Ferguson's reliance on the recent decision in People v. Xinos (2011) 192 Cal.App.4th 637, 121 Cal.Rptr.3d 496 (Xinos ), is misplaced. Xinos was a Fourth Amendment case. It held “a motorist's subjective and reasonable expectation of privacy with regard to her or his own vehicle encompasses the digital data held in the vehicle's [sensing and diagnostic module (SDM) ].” (Id. at p. 659, 121 Cal.Rptr.3d 496.) The court concluded the warrantless downloading of the SDM's digital data, a year after the accident and unsupported by probable cause, violated defendant's Fourth Amendment rights. (Id. at pp. 659–660, 121 Cal.Rptr.3d 496.) Accordingly, it held the trial court erred by denying defendant's motion to suppress. (Id. at p. 664, 121 Cal.Rptr.3d 496.) Here, there is no Fourth Amendment issue. Ferguson concedes the data from his vehicle's EDR was lawfully obtained pursuant to a search warrant.
3. Denial of Alternate Sentencing under Section 1170.9
Ferguson contends his sentence must be reversed and the matter remanded for resentencing because the trial court failed to adequately consider his request for sentencing under section 1170.9. That provision gives the trial court a discretionary alternative to imposing either probation or imprisonment in the case of combat veterans who allege they committed their offense as a result of combat service-related PTSD, substance abuse, or psychological problems. We find no reversible error.
A. Section 1170.9
We begin with the statute. The version of section 1170.9, subdivision (a), in effect at the time of Ferguson's sentencing 6 provided, “In the case of any person convicted of a criminal offense who would otherwise be sentenced to county jail or state prison and who alleges that he or she committed the offense as a result of post-traumatic stress disorder, substance abuse, or psychological problems stemming from service in a combat theater in the United States military, the court shall, prior to sentencing, hold a hearing to determine whether the defendant was a member of the military forces of the United States who served in combat and shall assess whether the defendant suffers from post-traumatic stress disorder, substance abuse, or psychological problems as a result of that service.” Subdivision (b) provided, “If the court concludes that a defendant convicted of a criminal offense is a person described in subdivision (a), and if the defendant is otherwise eligible for probation and the court places the defendant on probation, the court may order the defendant into a local, state, federal, or private nonprofit treatment program for a period not to exceed that which the defendant would have served in state prison or county jail, provided the defendant agrees to participate in the program and the court determines that an appropriate treatment program exists.”

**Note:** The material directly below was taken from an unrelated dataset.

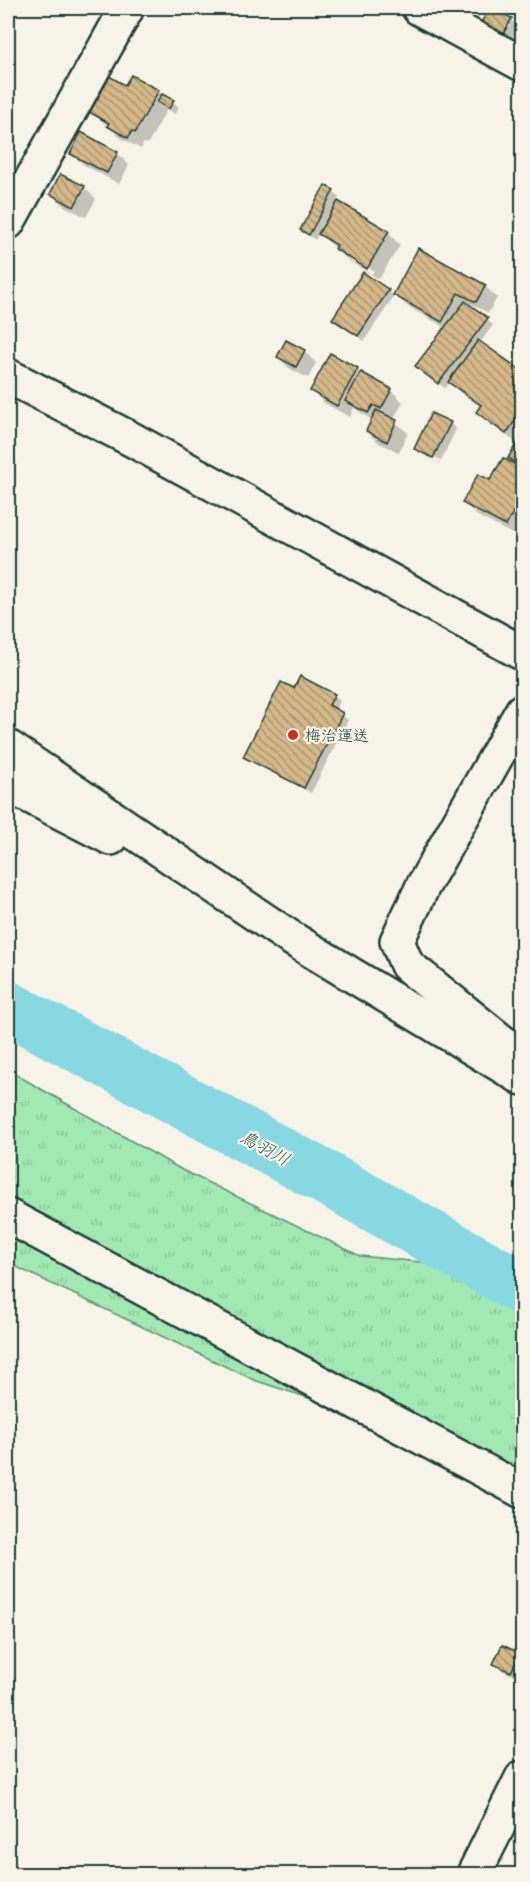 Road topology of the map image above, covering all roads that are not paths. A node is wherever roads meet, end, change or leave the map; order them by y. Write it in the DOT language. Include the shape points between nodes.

To come within the applicable version of section 1170.9, the following conditions must be satisfied: (1) the defendant must have served in combat while a member of the United States Armed Forces; (2) the defendant must suffer from post-traumatic stress disorder, substance abuse, or psychological problems as a result of that service; (3) the defendant must be eligible for probation; (4) the court must place the defendant on probation; (5) there must be an appropriate local, state, federal, or private nonprofit program that can treat the defendant; and (6) the defendant must agree to participate in that program. If those requisites have been met, the trial court then has discretion to order the defendant into the treatment program for a period not to exceed that which he would have served in prison. (People v. Bruhn (1989) 210 Cal.App.3d 1195, 1199, 259 Cal.Rptr. 6.)
B. The Sentencing Hearing
Ferguson's sentencing hearing was set for January 22, 2010. On December 18, 2009, he filed a motion for a presentencing section 1170.9 eligibility hearing. In the motion, Ferguson noted there was expert witness testimony at trial indicating he suffered PTSD as a result of his combat service in Iraq, and he would present additional evidence at the section 1170.9 hearing.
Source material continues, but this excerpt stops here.